**Stored items from a collection:**
%%

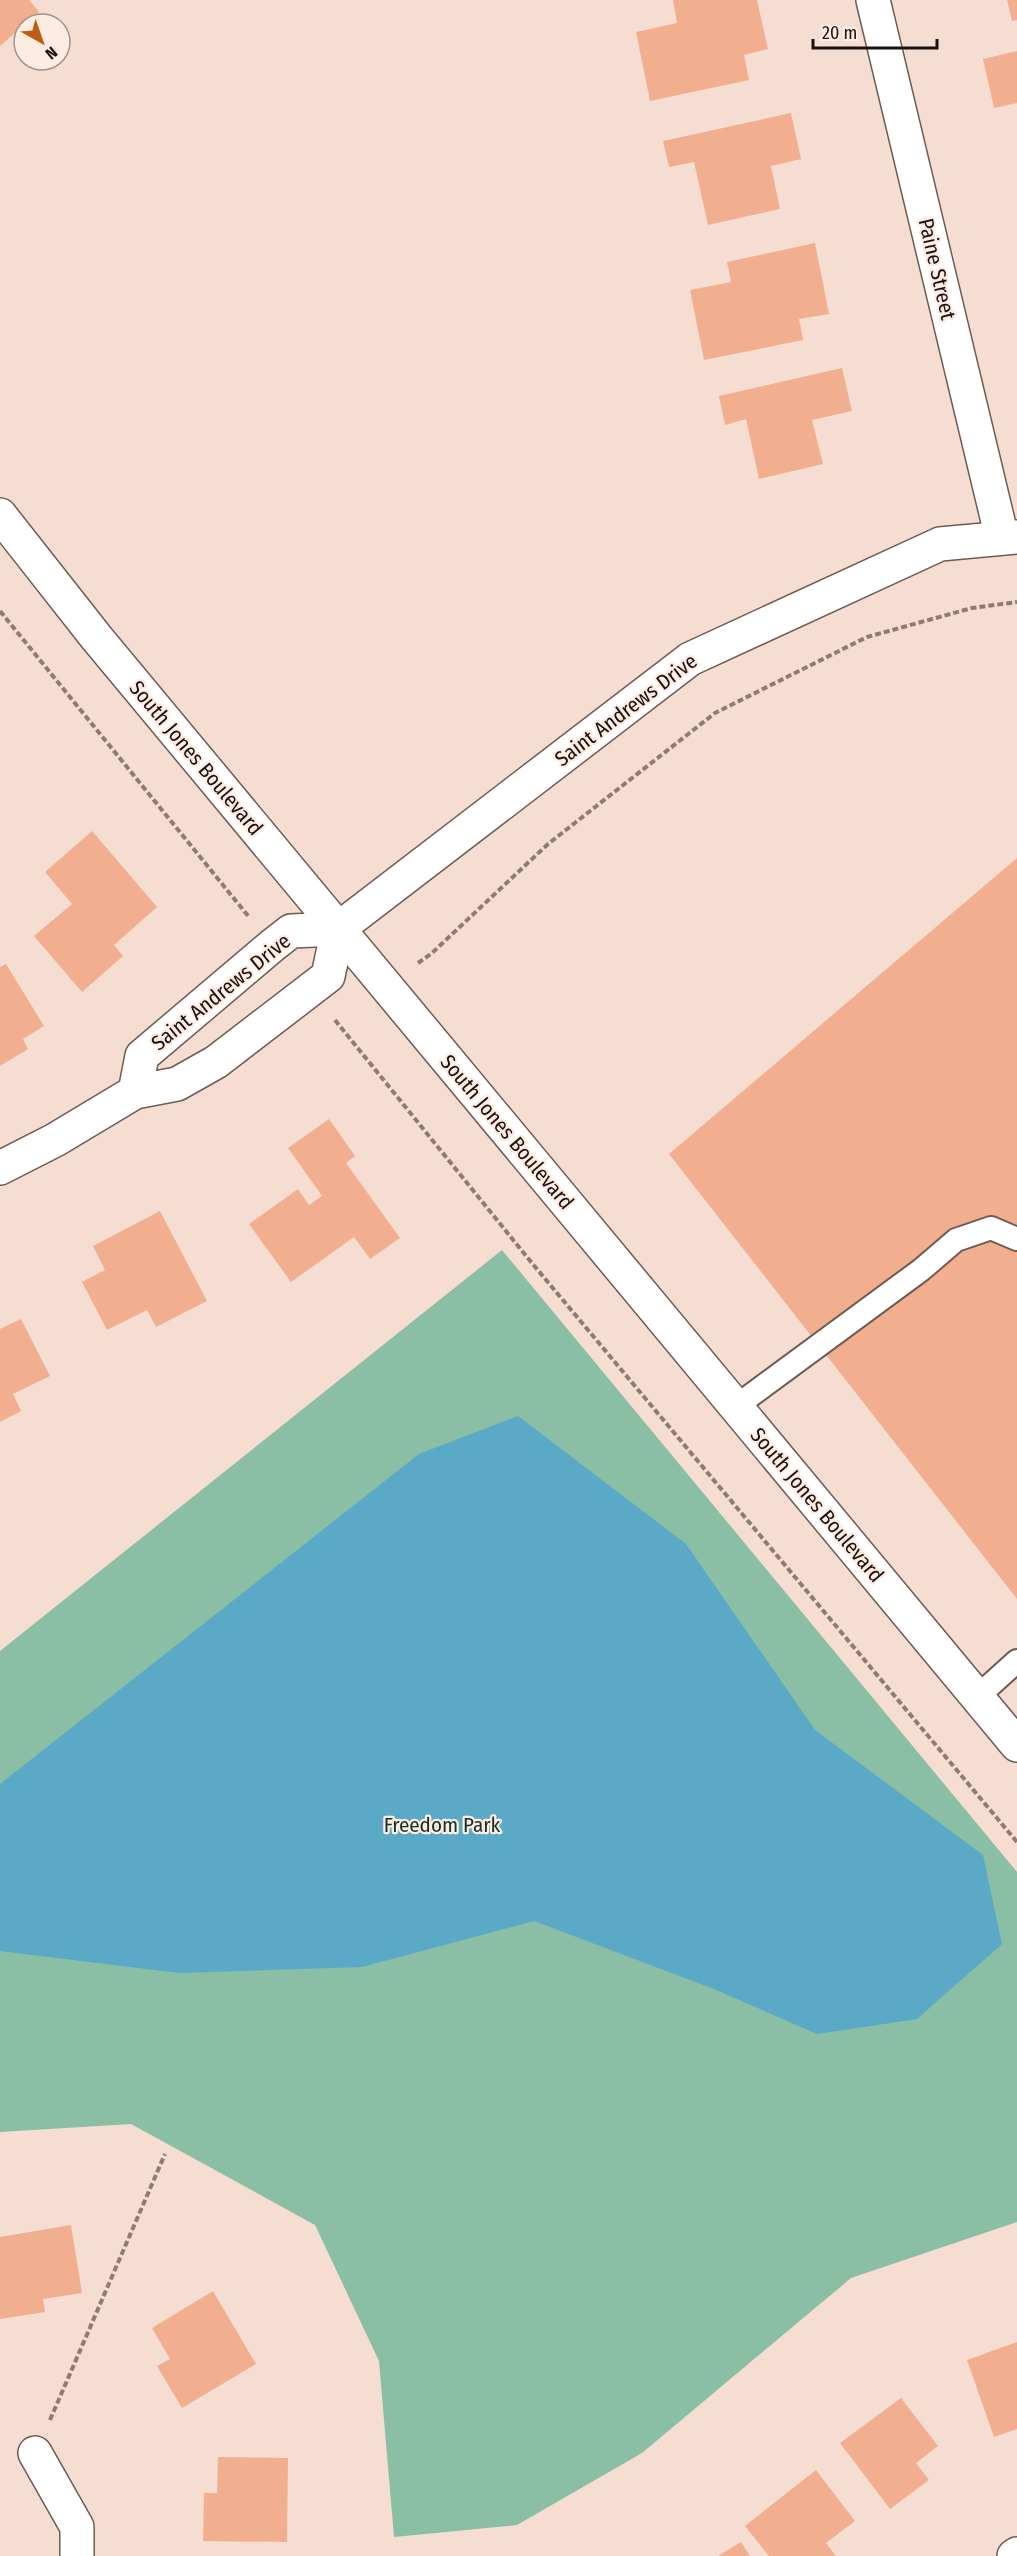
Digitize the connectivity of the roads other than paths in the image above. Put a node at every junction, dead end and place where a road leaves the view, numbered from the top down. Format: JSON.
{"nodes":[{"id":1,"x":873,"y":0,"type":"edge"},
{"id":2,"x":0,"y":515,"type":"edge"},
{"id":3,"x":1009,"y":537,"type":"edge"},
{"id":4,"x":338,"y":929,"type":"junction"},
{"id":5,"x":135,"y":1092,"type":"junction"},
{"id":6,"x":0,"y":1168,"type":"edge"},
{"id":7,"x":1017,"y":1239,"type":"edge"},
{"id":8,"x":735,"y":1407,"type":"junction"},
{"id":9,"x":1017,"y":1661,"type":"edge"},
{"id":10,"x":977,"y":1698,"type":"junction"},
{"id":11,"x":1017,"y":1745,"type":"edge"},
{"id":12,"x":35,"y":2453,"type":"road end"},
{"id":13,"x":77,"y":2556,"type":"edge"}],
"edges":[{"from":1,"to":3,"type":"street","name":"Paine Street"},
{"from":2,"to":4,"type":"street","name":"South Jones Boulevard"},
{"from":3,"to":4,"type":"street","name":"Saint Andrews Drive"},
{"from":4,"to":5,"type":"street","name":"Saint Andrews Drive"},
{"from":4,"to":5,"type":"street","name":"Saint Andrews Drive"},
{"from":4,"to":8,"type":"street","name":"South Jones Boulevard"},
{"from":5,"to":6,"type":"street","name":"Saint Andrews Drive"},
{"from":7,"to":8,"type":"lane"},
{"from":8,"to":10,"type":"street","name":"South Jones Boulevard"},
{"from":9,"to":10,"type":"lane"},
{"from":10,"to":11,"type":"street","name":"South Jones Boulevard"},
{"from":12,"to":13,"type":"street"}]}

%%

**WORK REQUIRED:** Once the pictures are set aside, repeat the remaining data word for word.

**PROBLEM SOLUTION:**
Digitize the connectivity of the roads other than paths in the image above. Put a node at every junction, dead end and place where a road leaves the view, numbered from the top down. Format: JSON.
{"nodes":[{"id":1,"x":873,"y":0,"type":"edge"},
{"id":2,"x":0,"y":515,"type":"edge"},
{"id":3,"x":1009,"y":537,"type":"edge"},
{"id":4,"x":338,"y":929,"type":"junction"},
{"id":5,"x":135,"y":1092,"type":"junction"},
{"id":6,"x":0,"y":1168,"type":"edge"},
{"id":7,"x":1017,"y":1239,"type":"edge"},
{"id":8,"x":735,"y":1407,"type":"junction"},
{"id":9,"x":1017,"y":1661,"type":"edge"},
{"id":10,"x":977,"y":1698,"type":"junction"},
{"id":11,"x":1017,"y":1745,"type":"edge"},
{"id":12,"x":35,"y":2453,"type":"road end"},
{"id":13,"x":77,"y":2556,"type":"edge"}],
"edges":[{"from":1,"to":3,"type":"street","name":"Paine Street"},
{"from":2,"to":4,"type":"street","name":"South Jones Boulevard"},
{"from":3,"to":4,"type":"street","name":"Saint Andrews Drive"},
{"from":4,"to":5,"type":"street","name":"Saint Andrews Drive"},
{"from":4,"to":5,"type":"street","name":"Saint Andrews Drive"},
{"from":4,"to":8,"type":"street","name":"South Jones Boulevard"},
{"from":5,"to":6,"type":"street","name":"Saint Andrews Drive"},
{"from":7,"to":8,"type":"lane"},
{"from":8,"to":10,"type":"street","name":"South Jones Boulevard"},
{"from":9,"to":10,"type":"lane"},
{"from":10,"to":11,"type":"street","name":"South Jones Boulevard"},
{"from":12,"to":13,"type":"street"}]}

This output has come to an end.